Tapi, pergeseran kembali terjadi pada 2000an. Ekonomi mulai bergantung pada sawit dan batu bara yang menyebabkan rata-rata pertumbuhan ekonomi Indonesia kembali turun ke 5,3 persen. "Kita patut concern bahwa Indonesia ini sedang mengalami tren penurunan atau perlambatan pertumbuhan ekonomi," ujar Bambang.
Bambang mengakui, pertumbuhan ekonomi Indonesia akan sulit untuk kembali pada masa-masa tujuh hingga delapan persen. Menurutnya, itu adalah nostalgia yang tidak dapat terulang.
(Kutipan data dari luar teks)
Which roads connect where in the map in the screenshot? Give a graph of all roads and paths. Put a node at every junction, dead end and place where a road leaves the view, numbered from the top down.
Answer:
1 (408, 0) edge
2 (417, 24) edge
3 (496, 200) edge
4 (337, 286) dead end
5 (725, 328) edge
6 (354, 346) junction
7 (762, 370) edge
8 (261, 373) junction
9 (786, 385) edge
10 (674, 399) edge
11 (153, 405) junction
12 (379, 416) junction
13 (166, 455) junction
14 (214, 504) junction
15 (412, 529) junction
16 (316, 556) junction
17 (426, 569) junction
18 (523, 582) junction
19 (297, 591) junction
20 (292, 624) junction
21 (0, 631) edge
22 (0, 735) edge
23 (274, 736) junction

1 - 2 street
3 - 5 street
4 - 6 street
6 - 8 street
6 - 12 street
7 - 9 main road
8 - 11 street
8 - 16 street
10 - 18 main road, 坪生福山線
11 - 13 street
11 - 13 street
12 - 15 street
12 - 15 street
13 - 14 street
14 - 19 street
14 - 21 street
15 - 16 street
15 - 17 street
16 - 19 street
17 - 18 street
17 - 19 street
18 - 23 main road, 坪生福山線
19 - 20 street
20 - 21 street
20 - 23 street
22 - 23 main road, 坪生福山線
Hanya saja, Bambang menilai masih ada harapan pertumbuhan ekonomi Indonesia untuk kembali mencapai enam persen. Hal ini dapat tercapai apabila Indonesia bertumpu pada manufaktur yang dikolaborasikan dengan diversifikasi komoditas SDA.
Selain itu, Bambang menjelaskan, ada beberapa faktor penghambat yang harus diperbaiki. Di antaranya kualitas regulasi dan institusi. Kapasitas anggaran untuk memberikan stimulus mendorong pertumbuhan ekonomi juga masih belum maksimal akibat tax ratio yang masih rendah, yakni 11 sampai 12 persen.